Saved data entries

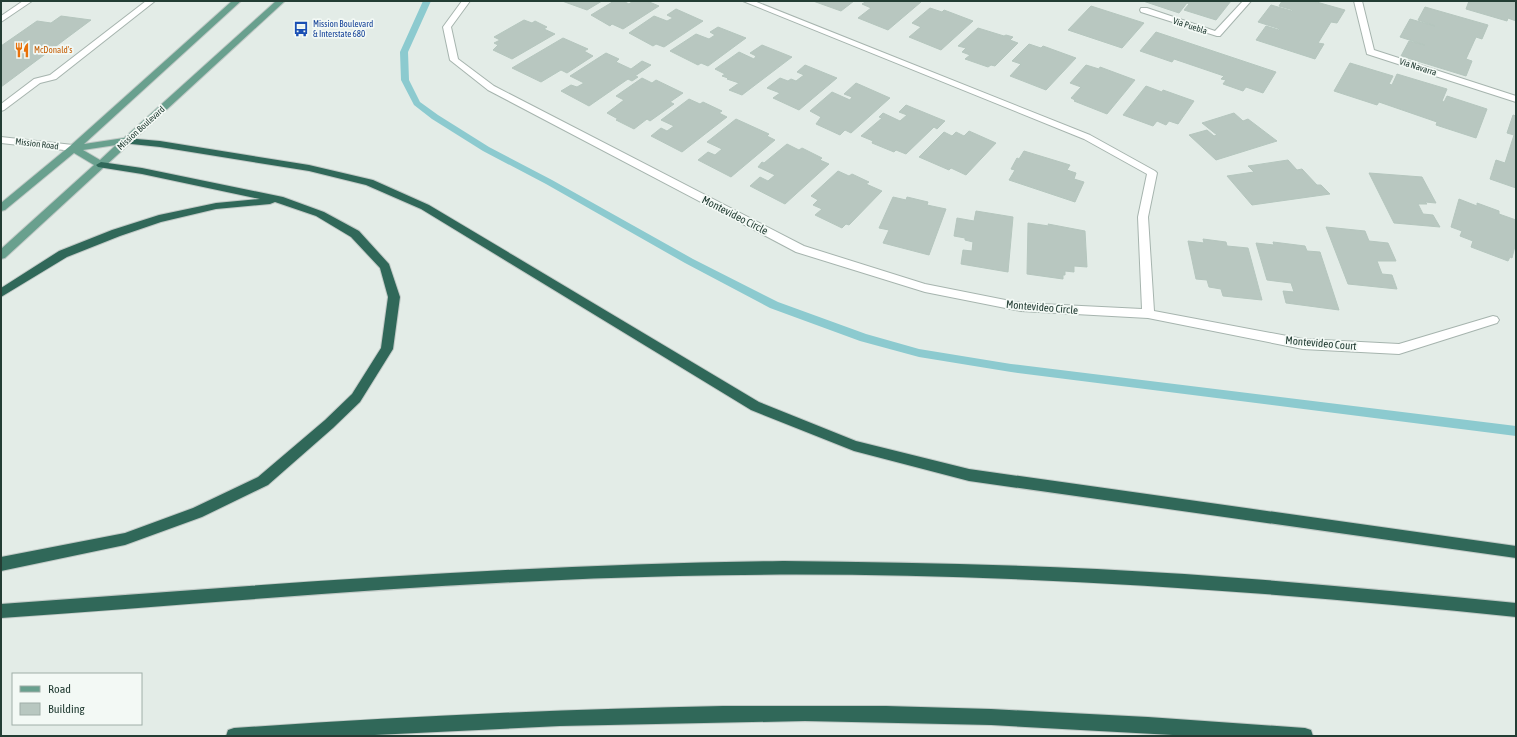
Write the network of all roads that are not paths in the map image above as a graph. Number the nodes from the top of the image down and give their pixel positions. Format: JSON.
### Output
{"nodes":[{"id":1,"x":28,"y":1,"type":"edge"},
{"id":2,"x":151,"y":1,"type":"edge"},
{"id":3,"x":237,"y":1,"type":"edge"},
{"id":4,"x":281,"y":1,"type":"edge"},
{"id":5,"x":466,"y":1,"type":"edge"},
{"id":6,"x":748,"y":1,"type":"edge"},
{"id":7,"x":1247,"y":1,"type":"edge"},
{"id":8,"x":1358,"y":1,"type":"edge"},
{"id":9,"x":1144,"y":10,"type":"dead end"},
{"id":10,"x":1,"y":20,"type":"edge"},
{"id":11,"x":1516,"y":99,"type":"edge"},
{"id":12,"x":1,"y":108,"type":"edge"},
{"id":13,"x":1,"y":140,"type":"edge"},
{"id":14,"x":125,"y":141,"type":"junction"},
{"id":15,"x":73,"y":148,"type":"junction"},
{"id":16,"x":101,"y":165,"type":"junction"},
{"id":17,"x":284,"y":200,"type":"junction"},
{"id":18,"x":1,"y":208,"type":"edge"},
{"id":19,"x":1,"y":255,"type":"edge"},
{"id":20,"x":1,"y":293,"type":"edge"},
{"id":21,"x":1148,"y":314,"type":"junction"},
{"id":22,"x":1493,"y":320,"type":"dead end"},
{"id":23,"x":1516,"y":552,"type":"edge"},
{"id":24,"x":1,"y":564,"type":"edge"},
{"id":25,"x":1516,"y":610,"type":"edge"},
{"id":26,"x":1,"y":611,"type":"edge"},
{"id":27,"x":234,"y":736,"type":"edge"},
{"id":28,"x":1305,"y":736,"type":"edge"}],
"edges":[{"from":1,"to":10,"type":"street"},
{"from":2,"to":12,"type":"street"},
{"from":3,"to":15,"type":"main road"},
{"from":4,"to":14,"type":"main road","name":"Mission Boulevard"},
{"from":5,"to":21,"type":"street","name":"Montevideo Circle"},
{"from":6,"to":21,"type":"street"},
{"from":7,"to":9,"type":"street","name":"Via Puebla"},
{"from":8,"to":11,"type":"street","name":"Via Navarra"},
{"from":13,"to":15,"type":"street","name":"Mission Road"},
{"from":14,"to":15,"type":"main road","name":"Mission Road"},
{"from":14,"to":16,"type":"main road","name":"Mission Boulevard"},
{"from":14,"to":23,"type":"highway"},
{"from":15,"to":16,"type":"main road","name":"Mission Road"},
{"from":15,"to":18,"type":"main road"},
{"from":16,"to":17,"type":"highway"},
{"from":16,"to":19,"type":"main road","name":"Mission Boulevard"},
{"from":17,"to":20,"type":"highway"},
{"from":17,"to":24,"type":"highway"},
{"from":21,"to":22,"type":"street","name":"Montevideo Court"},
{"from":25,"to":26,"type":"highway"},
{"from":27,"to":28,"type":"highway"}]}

### YOUR GOAL
Return the preceding entries verbatim, with the pictures excluded.

### FINISHED EXERCISE
Write the network of all roads that are not paths in the map image above as a graph. Number the nodes from the top of the image down and give their pixel positions. Format: JSON.
### Output
{"nodes":[{"id":1,"x":28,"y":1,"type":"edge"},
{"id":2,"x":151,"y":1,"type":"edge"},
{"id":3,"x":237,"y":1,"type":"edge"},
{"id":4,"x":281,"y":1,"type":"edge"},
{"id":5,"x":466,"y":1,"type":"edge"},
{"id":6,"x":748,"y":1,"type":"edge"},
{"id":7,"x":1247,"y":1,"type":"edge"},
{"id":8,"x":1358,"y":1,"type":"edge"},
{"id":9,"x":1144,"y":10,"type":"dead end"},
{"id":10,"x":1,"y":20,"type":"edge"},
{"id":11,"x":1516,"y":99,"type":"edge"},
{"id":12,"x":1,"y":108,"type":"edge"},
{"id":13,"x":1,"y":140,"type":"edge"},
{"id":14,"x":125,"y":141,"type":"junction"},
{"id":15,"x":73,"y":148,"type":"junction"},
{"id":16,"x":101,"y":165,"type":"junction"},
{"id":17,"x":284,"y":200,"type":"junction"},
{"id":18,"x":1,"y":208,"type":"edge"},
{"id":19,"x":1,"y":255,"type":"edge"},
{"id":20,"x":1,"y":293,"type":"edge"},
{"id":21,"x":1148,"y":314,"type":"junction"},
{"id":22,"x":1493,"y":320,"type":"dead end"},
{"id":23,"x":1516,"y":552,"type":"edge"},
{"id":24,"x":1,"y":564,"type":"edge"},
{"id":25,"x":1516,"y":610,"type":"edge"},
{"id":26,"x":1,"y":611,"type":"edge"},
{"id":27,"x":234,"y":736,"type":"edge"},
{"id":28,"x":1305,"y":736,"type":"edge"}],
"edges":[{"from":1,"to":10,"type":"street"},
{"from":2,"to":12,"type":"street"},
{"from":3,"to":15,"type":"main road"},
{"from":4,"to":14,"type":"main road","name":"Mission Boulevard"},
{"from":5,"to":21,"type":"street","name":"Montevideo Circle"},
{"from":6,"to":21,"type":"street"},
{"from":7,"to":9,"type":"street","name":"Via Puebla"},
{"from":8,"to":11,"type":"street","name":"Via Navarra"},
{"from":13,"to":15,"type":"street","name":"Mission Road"},
{"from":14,"to":15,"type":"main road","name":"Mission Road"},
{"from":14,"to":16,"type":"main road","name":"Mission Boulevard"},
{"from":14,"to":23,"type":"highway"},
{"from":15,"to":16,"type":"main road","name":"Mission Road"},
{"from":15,"to":18,"type":"main road"},
{"from":16,"to":17,"type":"highway"},
{"from":16,"to":19,"type":"main road","name":"Mission Boulevard"},
{"from":17,"to":20,"type":"highway"},
{"from":17,"to":24,"type":"highway"},
{"from":21,"to":22,"type":"street","name":"Montevideo Court"},
{"from":25,"to":26,"type":"highway"},
{"from":27,"to":28,"type":"highway"}]}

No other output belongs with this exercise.